Pero es justo en esa fría y abominable mitad desesperación, mitad creencia, en ese enterrarse vivo por pena en los infiernos durante cuarenta años, en esa desesperanza agudamente reconocida y sin embargo parcialmente dudosa de la propia posición, en ese infierno de deseos insatisfechos vueltos hacia dentro, en esa fiebre de oscilaciones, de resoluciones decididas para siempre y arrepentidas de nuevo un minuto después, donde reside el sabor de ese extraño goce del que he hablado. Es tan sutil, tan difícil de analizar, que las personas un poco limitadas, o incluso simplemente las personas de nervios fuertes, no entenderán ni un átomo de él. "Posiblemente", añadirá usted por su cuenta con una sonrisa, "tampoco lo entenderán las personas que nunca han recibido una bofetada en la cara", y de ese modo me insinuará amablemente que yo también, quizás, he tenido la experiencia de una bofetada en la cara en mi vida, y por eso hablo como alguien que sabe. Apuesto a que lo están pensando. Pero tranquilícense, señores, yo no he recibido una bofetada, aunque me es absolutamente indiferente lo que puedan pensar al respecto. Posiblemente, incluso me arrepiento de haber dado tan pocas bofetadas en mi vida. Pero basta... no se hable más de ese tema que tanto le interesa.

Continuaré con calma en lo que se refiere a las personas de nervios fuertes que no comprenden cierto refinamiento del disfrute. Aunque en ciertas circunstancias estos señores braman más fuerte como toros, aunque esto, supongamos, les da el mayor crédito, sin embargo, como ya he dicho, enfrentados a lo imposible se aquietan enseguida. Lo imposible significa el muro de piedra. ¿Qué muro de piedra? Por supuesto, las leyes de la naturaleza, las deducciones de la ciencia natural, las matemáticas. En cuanto te demuestran, por ejemplo, que desciendes de un mono, no sirve de nada fruncir el ceño, lo aceptas como un hecho. Cuando te demuestran que, en realidad, una gota de tu propia grasa debe ser más valiosa para ti que cien mil de tus congéneres, y que esta conclusión es la solución final de todas las llamadas virtudes y deberes y de todos esos prejuicios y fantasías, entonces no tienes más que aceptarlo, no hay ayuda para ello, porque el doble de dos es una ley de las matemáticas. Intenta refutarlo.

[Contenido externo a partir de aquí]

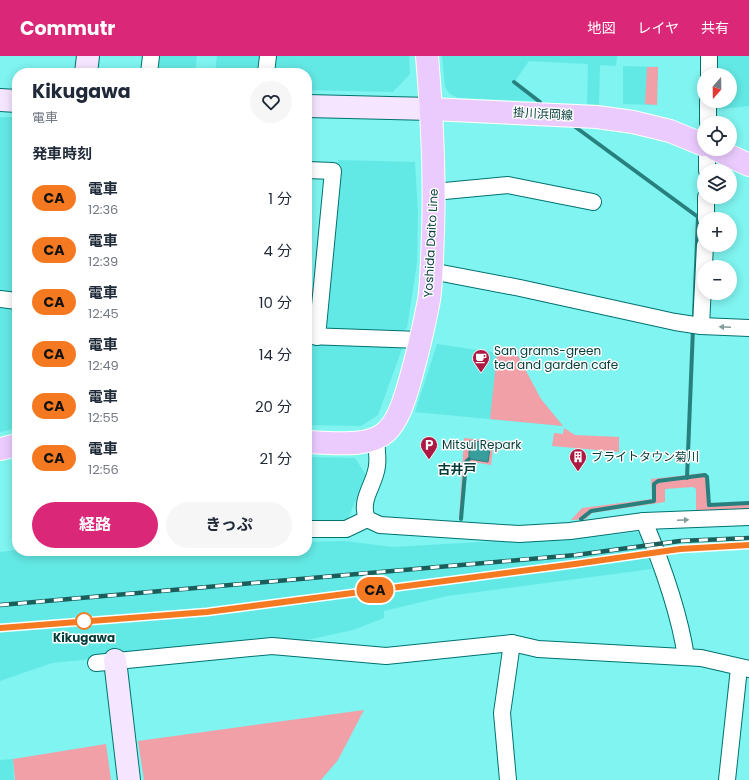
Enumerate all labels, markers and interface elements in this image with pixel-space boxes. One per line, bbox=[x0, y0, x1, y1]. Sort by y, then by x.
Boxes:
text: Commutr bbox=[20, 15, 115, 42]
text: 地図 bbox=[587, 18, 615, 38]
text: レイヤ bbox=[637, 18, 679, 38]
text: 共有 bbox=[701, 18, 729, 38]
north arrow bbox=[697, 68, 737, 108]
map controls bbox=[697, 68, 737, 300]
text: Kikugawa bbox=[32, 78, 131, 105]
button: heart bbox=[250, 81, 292, 123]
street label: 掛川浜岡線 bbox=[513, 103, 573, 124]
text: 電車 bbox=[32, 108, 58, 127]
button: locate bbox=[697, 116, 737, 156]
text: 発車時刻 bbox=[32, 143, 92, 164]
button: layers bbox=[697, 164, 737, 204]
text: 電車 bbox=[88, 178, 118, 199]
text: CA bbox=[44, 188, 65, 208]
text: 1 分 bbox=[268, 188, 292, 209]
street label: Yoshida Daito Line bbox=[419, 188, 442, 298]
text: 12:36 bbox=[88, 200, 118, 219]
button: + bbox=[697, 212, 737, 252]
text: 電車 bbox=[88, 230, 118, 251]
text: CA bbox=[44, 240, 65, 260]
text: 4 分 bbox=[264, 240, 292, 261]
text: 12:39 bbox=[88, 252, 118, 271]
button: − bbox=[697, 260, 737, 300]
text: 電車 bbox=[88, 282, 118, 303]
text: CA bbox=[44, 292, 65, 312]
text: 10 分 bbox=[259, 292, 292, 313]
text: 12:45 bbox=[88, 304, 119, 323]
one-way arrow bbox=[718, 324, 731, 330]
text: 電車 bbox=[88, 334, 118, 355]
place label: San grams-green tea and garden cafe bbox=[494, 342, 618, 373]
text: CA bbox=[44, 344, 65, 364]
text: 14 分 bbox=[259, 344, 292, 365]
cafe icon: San grams-green tea and garden cafe bbox=[471, 348, 491, 373]
text: 12:49 bbox=[88, 356, 119, 375]
text: 電車 bbox=[88, 386, 118, 407]
text: CA bbox=[44, 396, 65, 416]
text: 20 分 bbox=[255, 396, 292, 417]
text: 12:55 bbox=[88, 408, 119, 427]
parking icon: Mitsui Repark bbox=[419, 435, 439, 460]
place label: Mitsui Repark bbox=[442, 436, 522, 453]
text: 電車 bbox=[88, 438, 118, 459]
building icon: ブライトタウン菊川 bbox=[568, 447, 588, 472]
text: CA bbox=[44, 448, 65, 468]
text: 21 分 bbox=[260, 448, 292, 469]
place label: ブライトタウン菊川 bbox=[591, 448, 699, 465]
text: 12:56 bbox=[88, 460, 119, 479]
district label: 古井戸 bbox=[437, 460, 477, 479]
button: 経路 bbox=[32, 502, 158, 548]
button: きっぷ bbox=[166, 502, 292, 548]
one-way arrow bbox=[677, 517, 689, 524]
line badge: CA bbox=[357, 577, 393, 603]
text: CA bbox=[365, 580, 386, 600]
marker: Kikugawa bbox=[75, 612, 93, 630]
place label: Kikugawa bbox=[53, 629, 115, 646]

"Te gritarán, es inútil protestar: ¡el doble de dos es cuatro! La naturaleza no te pide permiso, no tiene nada que ver con tus deseos, y tanto si te gustan sus leyes como si te disgustan, estás obligado a aceptarla tal como es, y en consecuencia todas sus conclusiones. Un muro, como ves, es un muro... y así sucesivamente".

Cielos misericordiosos, pero ¿qué me importan las leyes de la naturaleza y la aritmética, cuando, por alguna razón, me disgustan esas leyes y el hecho de que dos veces dos son cuatro? Por supuesto que no puedo atravesar el muro golpeando mi cabeza contra él si realmente no tengo la fuerza para derribarlo, pero no voy a reconciliarme con él simplemente porque es un muro de piedra y no tengo la fuerza.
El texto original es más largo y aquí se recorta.